Instructions for the task: Copy out every line of the records where the string "市道田富玉穂大津線" occurs.

Supplied data:

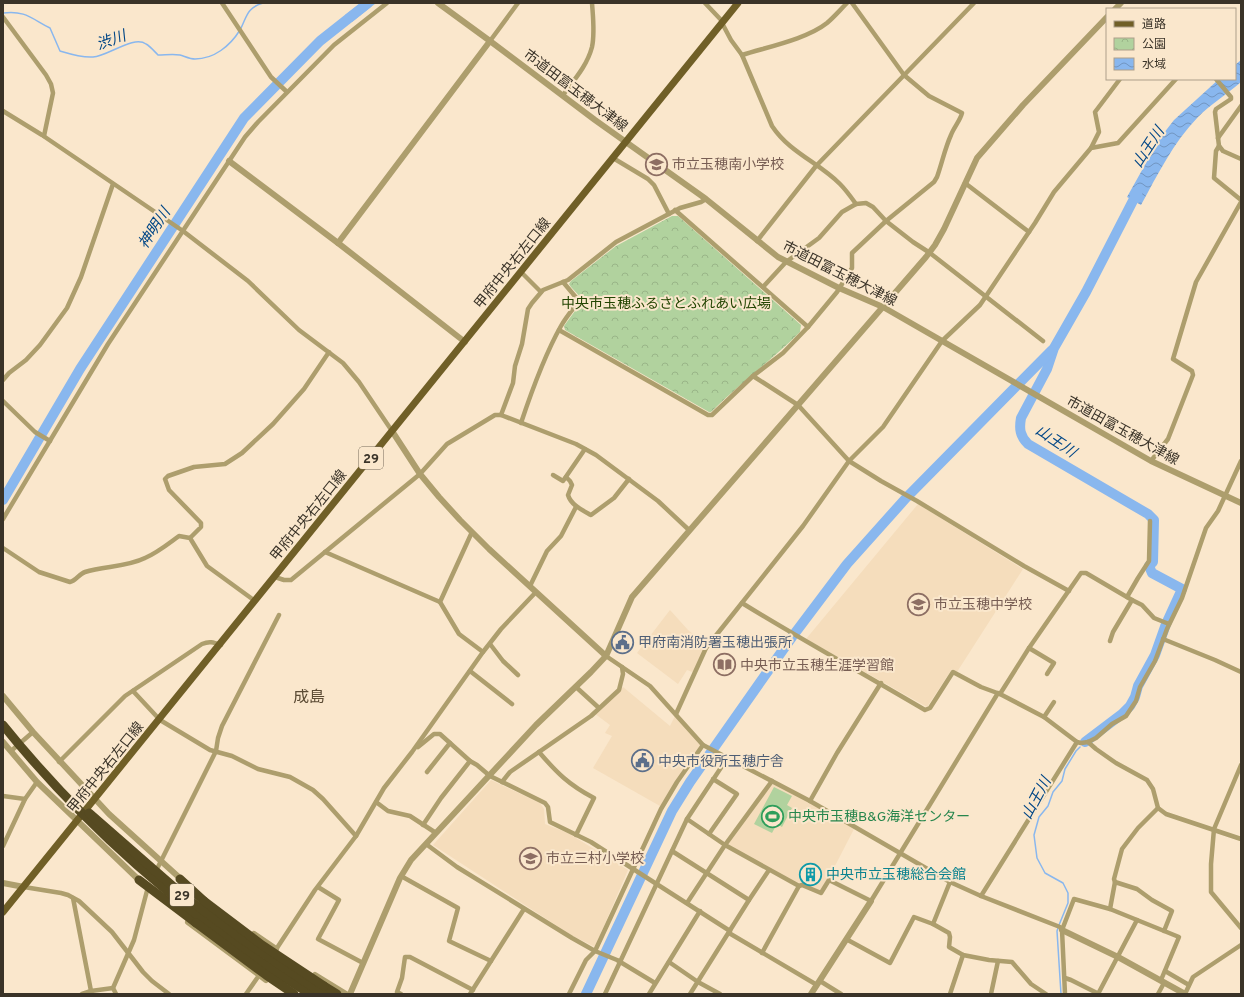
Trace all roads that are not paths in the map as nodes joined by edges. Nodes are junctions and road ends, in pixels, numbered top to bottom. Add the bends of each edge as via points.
1 (222, 3) edge
2 (387, 3) edge
3 (438, 3) edge
4 (518, 3) edge
5 (592, 3) edge
6 (705, 3) edge
7 (738, 3) edge
8 (847, 3) edge
9 (852, 3) edge
10 (974, 3) edge
11 (3, 17) edge
12 (1106, 18) edge
13 (722, 22) junction
14 (490, 41) junction
15 (742, 55) junction
16 (904, 75) junction
17 (1119, 80) edge
18 (1175, 80) edge
19 (1217, 80) edge
20 (286, 91) junction
21 (563, 95) junction
22 (1241, 106) edge
23 (3, 111) edge
24 (44, 136) junction
25 (1218, 138) junction
26 (626, 142) junction
27 (1219, 146) junction
28 (1091, 148) junction
29 (613, 158) junction
30 (1241, 159) edge
31 (229, 161) junction
32 (816, 166) junction
33 (965, 183) junction
34 (113, 184) junction
35 (706, 199) junction
36 (1241, 201) edge
37 (856, 204) junction
38 (675, 210) junction
39 (669, 214) junction
40 (886, 221) junction
41 (181, 230) junction
42 (1029, 232) junction
43 (757, 240) junction
44 (338, 243) junction
45 (930, 253) junction
46 (786, 262) junction
47 (521, 272) junction
48 (563, 282) junction
49 (763, 287) junction
50 (839, 288) junction
51 (541, 292) junction
52 (985, 297) junction
53 (883, 307) junction
54 (808, 327) junction
55 (559, 330) junction
56 (942, 341) junction
57 (1043, 341) dead end
58 (465, 342) junction
59 (329, 352) junction
60 (753, 376) junction
61 (3, 380) edge
62 (3, 401) edge
63 (798, 405) junction
64 (501, 415) junction
65 (521, 423) junction
66 (392, 431) junction
67 (48, 439) junction
68 (585, 449) junction
69 (849, 461) junction
70 (1151, 461) junction
71 (1241, 461) edge
72 (420, 474) junction
73 (553, 475) dead end
74 (566, 477) junction
75 (629, 479) junction
76 (1225, 496) junction
77 (1241, 503) edge
78 (576, 507) junction
79 (3, 519) edge
80 (1150, 521) dead end
81 (689, 530) junction
82 (472, 532) junction
83 (190, 538) junction
84 (3, 548) edge
85 (324, 552) junction
86 (274, 577) junction
87 (530, 586) junction
88 (1069, 591) junction
89 (536, 592) junction
90 (1130, 599) junction
91 (255, 601) junction
92 (440, 602) junction
93 (742, 603) junction
94 (279, 615) dead end
95 (1169, 624) junction
96 (1164, 639) junction
97 (1110, 641) dead end
98 (490, 644) junction
99 (221, 645) junction
100 (1029, 648) junction
101 (483, 652) junction
102 (606, 656) junction
103 (622, 667) junction
104 (470, 671) junction
105 (1241, 672) edge
106 (1048, 674) dead end
107 (518, 675) dead end
108 (881, 683) junction
109 (576, 687) junction
110 (133, 691) junction
111 (999, 693) junction
112 (3, 696) edge
113 (1054, 702) dead end
114 (512, 704) dead end
115 (599, 708) junction
116 (676, 714) junction
117 (1044, 718) junction
118 (160, 720) junction
119 (3, 725) edge
120 (33, 732) junction
121 (3, 742) edge
122 (1077, 742) junction
123 (1088, 742) junction
124 (450, 743) junction
125 (703, 745) junction
126 (216, 751) junction
127 (11, 752) junction
128 (412, 752) junction
129 (539, 752) junction
130 (728, 757) junction
131 (59, 762) junction
132 (470, 762) junction
133 (1241, 765) edge
134 (427, 772) dead end
135 (490, 776) junction
136 (713, 779) junction
137 (772, 781) junction
138 (37, 782) junction
139 (52, 782) junction
140 (502, 782) junction
141 (3, 796) edge
142 (25, 799) junction
143 (95, 799) junction
144 (810, 801) junction
145 (376, 802) junction
146 (1158, 808) junction
147 (687, 819) junction
148 (78, 822) junction
149 (423, 824) junction
150 (1214, 829) junction
151 (436, 833) junction
152 (709, 834) junction
153 (576, 835) junction
154 (356, 836) junction
155 (1241, 839) edge
156 (426, 844) junction
157 (725, 845) junction
158 (3, 846) edge
159 (672, 851) junction
160 (900, 854) junction
161 (160, 862) junction
162 (633, 869) junction
163 (769, 870) junction
164 (706, 872) junction
165 (401, 876) junction
166 (180, 879) junction
167 (139, 880) joint
168 (950, 882) junction
169 (1115, 882) junction
170 (3, 883) edge
171 (657, 884) junction
172 (798, 886) junction
173 (24, 887) junction
174 (318, 887) junction
175 (148, 888) junction
176 (981, 896) junction
177 (73, 898) junction
178 (749, 900) junction
179 (871, 901) junction
180 (687, 903) junction
181 (524, 909) junction
182 (1110, 910) junction
183 (3, 912) edge
184 (700, 912) junction
185 (1137, 920) junction
186 (933, 924) junction
187 (1061, 928) junction
188 (1241, 928) edge
189 (1164, 931) junction
190 (729, 932) junction
191 (846, 939) junction
192 (1241, 946) edge
193 (276, 949) junction
194 (129, 952) junction
195 (597, 952) junction
196 (762, 953) junction
197 (963, 955) junction
198 (1118, 956) junction
199 (491, 961) junction
200 (998, 961) junction
201 (621, 962) junction
202 (669, 962) junction
203 (363, 963) junction
204 (1164, 971) junction
205 (259, 975) junction
206 (1065, 978) junction
207 (698, 982) junction
208 (1162, 982) junction
209 (656, 983) junction
210 (818, 983) junction
211 (1189, 985) junction
212 (113, 988) junction
213 (91, 991) junction
214 (472, 992) edge
215 (1038, 992) edge
216 (82, 994) edge
217 (116, 994) edge
218 (169, 994) edge
219 (246, 994) edge
220 (287, 994) edge
221 (294, 994) edge
222 (310, 994) edge
223 (323, 994) edge
224 (337, 994) edge
225 (346, 994) edge
226 (350, 994) edge
227 (401, 994) edge
228 (569, 994) edge
229 (605, 994) edge
230 (649, 994) edge
231 (690, 994) edge
232 (720, 994) edge
233 (811, 994) edge
234 (841, 994) edge
235 (950, 994) edge
236 (991, 994) edge
237 (1046, 994) edge
238 (1065, 994) edge
239 (1098, 994) edge
240 (1158, 994) edge
241 (1185, 994) edge

1 - 20 street via 271,77
2 - 20 street via 334,45
3 - 14 street, 市道田富玉穂大津線
4 - 14 street
5 - 21 street via 593,30 590,52 582,69
6 - 13 street
7 - 13 main road, 甲府中央右左口線 / 29
8 - 15 street via 826,24 811,32
9 - 16 street
10 - 16 street
11 - 24 street via 51,84 53,93
12 - 33 street via 985,148 972,166
13 - 15 street
13 - 26 main road, 甲府中央右左口線 / 29
14 - 21 street, 市道田富玉穂大津線
14 - 44 street
15 - 32 street via 775,130 785,143
16 - 32 street
16 - 40 street via 929,96 962,113 961,120 950,136 934,182
17 - 28 street via 1095,112 1099,132
18 - 28 street via 1118,144
19 - 25 street via 1231,98 1216,109
20 - 31 street via 250,131
21 - 26 street, 市道田富玉穂大津線
22 - 25 street
23 - 24 street
24 - 34 street
25 - 27 street
26 - 29 main road, 甲府中央右左口線 / 29
26 - 35 street, 市道田富玉穂大津線
27 - 30 street via 1223,151
27 - 36 street via 1216,151 1214,178
28 - 42 street via 1054,192
29 - 39 street via 654,185
29 - 47 main road, 甲府中央右左口線 / 29
31 - 41 street
31 - 44 street
32 - 37 street via 840,184
32 - 43 street
33 - 42 street
33 - 45 street
34 - 41 street
34 - 61 street via 81,277 67,308 35,350
35 - 38 street
35 - 43 street, 市道田富玉穂大津線
36 - 70 street via 1201,271 1192,294 1173,359 1192,371 1192,375 1168,439
37 - 40 street via 866,203
37 - 46 street via 842,212 819,238
38 - 39 street
38 - 49 street
39 - 48 street via 616,242
40 - 45 street
40 - 50 street via 852,253 852,268
41 - 59 street via 248,281 299,330
41 - 67 street
42 - 52 street
43 - 46 street, 市道田富玉穂大津線
44 - 58 street
45 - 52 street
45 - 53 street
46 - 49 street
46 - 50 street, 市道田富玉穂大津線
47 - 51 street
47 - 58 main road, 甲府中央右左口線 / 29
48 - 51 street
48 - 55 street via 579,300
49 - 54 street
50 - 53 street, 市道田富玉穂大津線
50 - 54 street
51 - 64 street via 528,309 513,383
52 - 56 street via 980,305
52 - 57 street
53 - 56 street, 市道田富玉穂大津線
53 - 63 street
54 - 60 street via 783,353
55 - 60 street via 708,415 712,415
55 - 65 street via 538,376
56 - 69 street via 883,427
56 - 70 street, 市道田富玉穂大津線
58 - 66 main road, 甲府中央右左口線 / 29
59 - 66 street via 352,372
59 - 83 street via 304,389 273,424 242,453 224,464 194,466 168,476 166,479 170,490 201,523 201,527
60 - 63 street
62 - 67 street via 36,432
63 - 69 street
63 - 81 street
64 - 65 street
64 - 72 street via 494,415 447,444
65 - 68 street
66 - 72 street
66 - 86 main road, 甲府中央右左口線 / 29
67 - 79 street
68 - 74 street
68 - 75 street via 596,454
69 - 88 street
69 - 93 street via 804,526
70 - 76 street, 市道田富玉穂大津線
71 - 76 street
72 - 82 street
72 - 85 street
73 - 74 street via 563,481
74 - 78 street via 572,485 569,499
75 - 78 street via 614,498 591,515
75 - 81 street via 658,501
76 - 77 street, 市道田富玉穂大津線
76 - 95 street via 1206,528 1182,598
78 - 87 street via 561,536 547,552
80 - 90 street via 1149,561 1138,578
81 - 102 street via 632,597
82 - 87 street
82 - 92 street
83 - 84 street via 178,536 145,558 82,573 70,582 39,572
83 - 91 street via 207,566
85 - 86 street via 291,580
85 - 92 street
86 - 91 main road, 甲府中央右左口線 / 29
87 - 89 street
88 - 90 street via 1081,573 1086,573
88 - 100 street
89 - 98 street
89 - 102 street
90 - 95 street via 1142,605 1154,618
90 - 97 street
91 - 99 main road, 甲府中央右左口線 / 29
92 - 101 street via 459,634
93 - 108 street
93 - 116 street via 706,648
94 - 126 street via 222,726
95 - 96 street
96 - 105 street
96 - 123 street via 1132,709
98 - 101 street
98 - 107 street
99 - 110 street via 213,642 202,644
99 - 118 main road, 甲府中央右左口線 / 29
100 - 106 street via 1054,663
100 - 111 street
101 - 104 street
102 - 103 street
102 - 109 street
103 - 115 street via 619,690
103 - 116 street via 650,686
104 - 114 street
104 - 128 street
108 - 111 street via 925,710 930,708 953,672 981,687
108 - 144 street
109 - 115 street
109 - 135 street via 536,725
110 - 118 street
110 - 131 street
111 - 117 street
111 - 160 street
112 - 120 street
113 - 117 street
115 - 129 street
116 - 125 street
117 - 122 street
118 - 126 street via 210,750
118 - 143 main road, 甲府中央右左口線 / 29
119 - 139 highway, 29, bridge
120 - 127 street
120 - 131 street
121 - 127 street
122 - 123 street
122 - 176 street
123 - 146 street via 1116,763 1147,780 1153,789
124 - 128 street via 440,734 434,734
124 - 132 street
124 - 134 street
125 - 130 street
125 - 162 street via 661,809
126 - 154 street via 232,756 258,770 290,777 301,783 323,799
126 - 161 street
127 - 138 street
128 - 145 street
129 - 140 street via 510,772
129 - 153 street via 561,777 594,798
130 - 136 street
130 - 137 street
131 - 143 street
132 - 135 street via 478,765
132 - 149 street
133 - 150 street
135 - 140 street
135 - 151 street
136 - 147 street
136 - 152 street via 737,794
137 - 144 street
137 - 157 street
138 - 142 street
138 - 148 street
139 - 222 highway, 29, bridge via 113,844 200,918
139 - 223 highway, 29, bridge via 184,896
140 - 153 street via 545,803 550,822
141 - 142 street
142 - 158 street
143 - 148 main road, 甲府中央右左口線 / 29
143 - 161 street
144 - 160 street
145 - 149 street via 388,812 410,816
145 - 154 street
146 - 150 street via 1166,814
146 - 169 street via 1122,849
147 - 152 street
147 - 159 street
148 - 167 street
148 - 173 main road, 甲府中央右左口線 / 29
149 - 151 street
150 - 155 street
150 - 188 street via 1211,892
151 - 156 street
152 - 157 street
153 - 162 street
154 - 174 street
156 - 165 street
156 - 181 street via 457,867
157 - 163 street
157 - 164 street
159 - 164 street
159 - 171 street
160 - 168 street
160 - 179 street
161 - 166 street
161 - 175 street
162 - 171 street
162 - 195 street
163 - 172 street
163 - 178 street
164 - 178 street
164 - 180 street
165 - 199 street via 458,908 449,941
165 - 203 street
166 - 193 street
166 - 224 highway, bridge via 204,901 262,945
167 - 175 highway
168 - 176 street
168 - 186 street
169 - 182 street
169 - 189 street via 1137,889 1172,911
170 - 173 street
171 - 180 street
171 - 201 street
172 - 179 street via 802,885 821,893 829,880
172 - 196 street
173 - 177 street via 61,892
173 - 183 main road, 甲府中央右左口線 / 29
174 - 193 street
174 - 203 street via 339,900 318,939
175 - 194 street
175 - 205 street via 189,923
175 - 221 highway, bridge
176 - 187 street
177 - 194 street via 93,913
177 - 213 street
178 - 190 street
179 - 191 street
180 - 184 street
181 - 195 street
181 - 199 street
182 - 185 street
182 - 187 street via 1074,899
184 - 190 street
184 - 202 street
185 - 189 street
185 - 198 street
186 - 191 street via 914,917 890,963
186 - 197 street via 949,933 949,947
187 - 198 street
187 - 206 street
189 - 204 street via 1179,937
190 - 196 street
190 - 207 street
191 - 210 street
192 - 211 street via 1193,977
193 - 205 street
193 - 225 street
194 - 212 street
194 - 218 street via 148,976
195 - 201 street
195 - 228 street via 586,960
196 - 210 street
197 - 200 street
197 - 235 street
198 - 208 street
198 - 239 street
199 - 214 street
200 - 215 street via 1012,962
200 - 236 street
201 - 209 street
201 - 229 street
202 - 207 street
202 - 209 street
203 - 226 street
204 - 208 street
204 - 211 street
205 - 219 street
205 - 220 street
206 - 238 street
206 - 239 street
207 - 231 street
207 - 232 street
208 - 240 street
208 - 241 street
209 - 230 street
210 - 233 street
210 - 234 street
211 - 241 street
212 - 213 street
212 - 217 street
213 - 216 street
214 - 227 street via 410,957 405,957 397,992
215 - 237 street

Written response:
3 - 14 street, 市道田富玉穂大津線
14 - 21 street, 市道田富玉穂大津線
21 - 26 street, 市道田富玉穂大津線
26 - 35 street, 市道田富玉穂大津線
35 - 43 street, 市道田富玉穂大津線
43 - 46 street, 市道田富玉穂大津線
46 - 50 street, 市道田富玉穂大津線
50 - 53 street, 市道田富玉穂大津線
53 - 56 street, 市道田富玉穂大津線
56 - 70 street, 市道田富玉穂大津線
70 - 76 street, 市道田富玉穂大津線
76 - 77 street, 市道田富玉穂大津線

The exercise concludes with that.